It's going to take alot. He's certain that it's some barbaric practice that it long out of date. He's also positive that something is going to go wrong that we're going to want to be at the hospital. So where do I start with this guy? Anyone know of some resources that I can use to convince him?
post #2 of 19
The way I see it is, you're the one doing all the work, so why should you have the birth he wants instead of the one you want?

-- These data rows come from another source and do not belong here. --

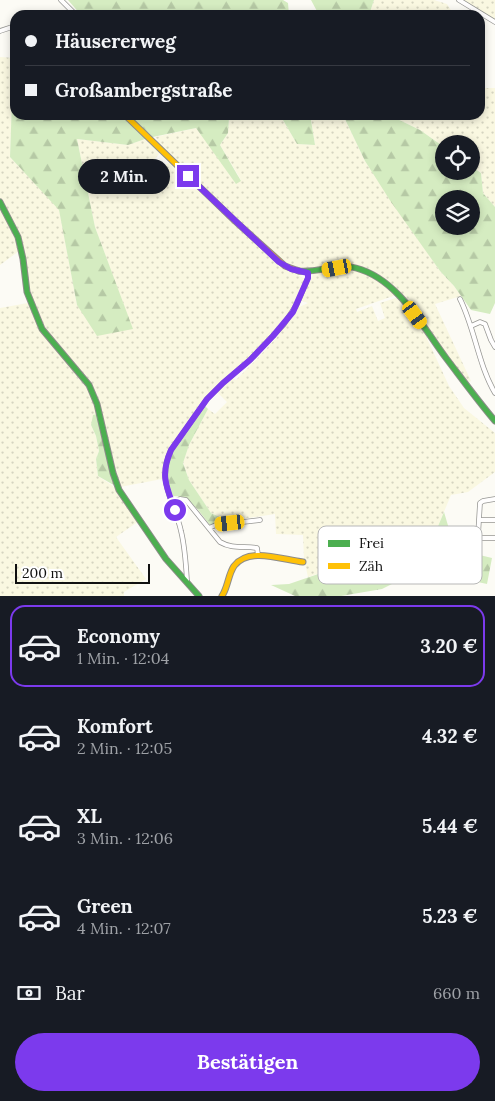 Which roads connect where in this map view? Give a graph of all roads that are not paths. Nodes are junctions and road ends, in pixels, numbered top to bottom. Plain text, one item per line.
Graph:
1 (61, 0) edge
2 (458, 0) edge
3 (71, 10) edge
4 (475, 10) edge
5 (130, 120) edge
6 (0, 202) edge
7 (308, 273) junction
8 (460, 299) dead end
9 (471, 326) junction
10 (495, 347) edge
11 (495, 393) edge
12 (495, 421) edge
13 (495, 500) edge
14 (172, 502) junction
15 (260, 520) dead end
16 (479, 520) junction
17 (495, 520) edge
18 (479, 526) edge
19 (209, 528) junction
20 (482, 537) edge
21 (495, 538) edge
22 (258, 554) junction
23 (303, 562) dead end
24 (187, 581) junction
25 (200, 596) edge
26 (222, 596) edge

1 - 3 street
2 - 4 street
5 - 7 street
6 - 24 street
7 - 12 street
7 - 14 street
8 - 9 street
9 - 10 street
9 - 11 street
13 - 16 street
14 - 19 street
14 - 24 street
15 - 19 street
16 - 17 street
16 - 18 street
19 - 22 street
20 - 21 street
22 - 23 street
22 - 26 street
24 - 25 street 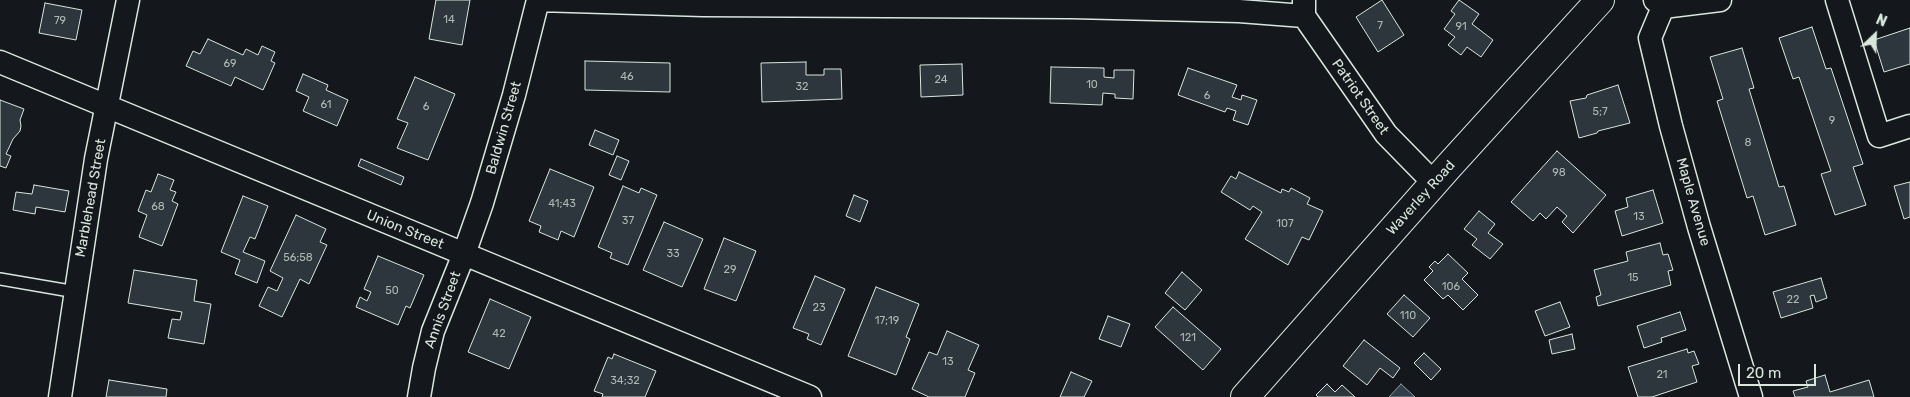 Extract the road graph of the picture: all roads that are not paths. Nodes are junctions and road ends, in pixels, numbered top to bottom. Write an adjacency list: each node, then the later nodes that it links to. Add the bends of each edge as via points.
1 (128, 0): 9 (street, Marblehead Street)
2 (538, 0): 7 (street, via 1239,11); 12 (street, Baldwin Street, via 502,139)
3 (1600, 0): 11 (street, Waverley Road)
4 (1720, 0): 6 (street)
5 (1837, 0): 10 (street, via 1879,136)
6 (1659, 4): 19 (street, Maple Avenue, via 1650,38 1699,227)
7 (1304, 8): 11 (street, Patriot Street, via 1386,134)
8 (0, 62): 9 (street, Union Street)
9 (108, 106): 12 (street, Union Street); 14 (street, Marblehead Street, via 96,160)
10 (1910, 126)
11 (1434, 183): 18 (street, Waverley Road)
12 (464, 254): 16 (street, Annis Street, via 433,331); 17 (street, Union Street)
13 (0, 279): 14 (lane)
14 (76, 292): 15 (street, Marblehead Street)
15 (60, 397)
16 (419, 397)
17 (810, 397)
18 (1245, 397)
19 (1752, 397)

If simply telling him this is what you want and it's important to you doesn't work, I would get a bunch of midwifery and natural birth books and read him quote after quote after statistic until his eyes glaze over.
post #3 of 19
i would find a midwife that you like and trust and bring him along to an appointment. sometimes they just need to see a midwife in person to realize that it really is not a wacko thing to have a homebirth
post #4 of 19
Check out the library for books on birth. I know there are some really good "natural" birth books, but I can not think of the names. If he is not into reading them, you read them and talk through them as you go (but in a "WOW! Listen to this!" way not in a "You need to know this" way). That is what got my DH so into HB. By the time I was done, he had been educated without him ever even knowing it!
post #5 of 19
Don't forget to keep mentioning all the "bad" stastics about hospital birth. It will plant a seed in his mind that hosptials may not be such a great place after all, and he will be more open to other suggestions. Anyway, it shouldn't hurt.
post #6 of 19
Show him how much work midwives have to do to get certified. Here's one school, there are subpages showing how many hours of coursework they must do and how many births they must attend in an apprenticeship. I explain to people that it's as much work as med school, just a different model, and that helps them understand that midwives aren't just random people who wander into your house and catch the baby:

http://www.birthingway.org/

ETA: why wait for your homebirth? I just had my first at home and honestly I think first-timers have even MORE reason to go with midwives at home than anyone else. We tend to take longer, for one thing, and it's better to be at home in a relaxing environment with attendants who aren't watching the clock. I almost certainly would have had an induction, section, or both in a hospital simply because I was at it for a long time. All 9 lbs 4 oz of my daughter was born at home after a very long second stage by hospital standards, and I know a number of homebirthers who were at it substantially longer than I was.
post #7 of 19
Tell BF that if he gets pregnant, he can choose what is most comfortable to him, be that HB or hospital. And you will respect his wishes, because you know it will be important to him.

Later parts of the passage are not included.